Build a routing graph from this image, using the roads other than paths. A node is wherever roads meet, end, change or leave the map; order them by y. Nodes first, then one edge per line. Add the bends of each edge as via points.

...

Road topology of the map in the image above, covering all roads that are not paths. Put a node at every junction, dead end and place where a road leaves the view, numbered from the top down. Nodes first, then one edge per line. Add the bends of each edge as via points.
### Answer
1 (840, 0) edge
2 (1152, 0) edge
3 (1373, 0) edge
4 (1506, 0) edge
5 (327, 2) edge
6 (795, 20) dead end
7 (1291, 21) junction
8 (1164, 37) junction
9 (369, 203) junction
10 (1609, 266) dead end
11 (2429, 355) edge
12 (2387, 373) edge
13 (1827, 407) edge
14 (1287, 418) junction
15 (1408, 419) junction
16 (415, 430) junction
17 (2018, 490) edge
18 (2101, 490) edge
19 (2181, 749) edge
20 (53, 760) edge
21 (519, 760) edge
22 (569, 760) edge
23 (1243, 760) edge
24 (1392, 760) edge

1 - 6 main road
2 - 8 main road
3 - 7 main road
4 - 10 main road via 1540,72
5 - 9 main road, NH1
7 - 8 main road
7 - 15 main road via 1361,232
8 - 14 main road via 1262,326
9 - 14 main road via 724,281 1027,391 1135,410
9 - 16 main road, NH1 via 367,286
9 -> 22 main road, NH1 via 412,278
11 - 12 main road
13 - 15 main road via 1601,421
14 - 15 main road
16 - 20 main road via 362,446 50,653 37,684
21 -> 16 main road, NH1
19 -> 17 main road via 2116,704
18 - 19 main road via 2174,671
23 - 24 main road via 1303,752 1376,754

WHAT IS REQUIRED →
The answer must be every line from the records above that contains "Nodes".

THE ANSWER →
Build a routing graph from this image, using the roads other than paths. A node is wherever roads meet, end, change or leave the map; order them by y. Nodes first, then one edge per line. Add the bends of each edge as via points.
Road topology of the map in the image above, covering all roads that are not paths. Put a node at every junction, dead end and place where a road leaves the view, numbered from the top down. Nodes first, then one edge per line. Add the bends of each edge as via points.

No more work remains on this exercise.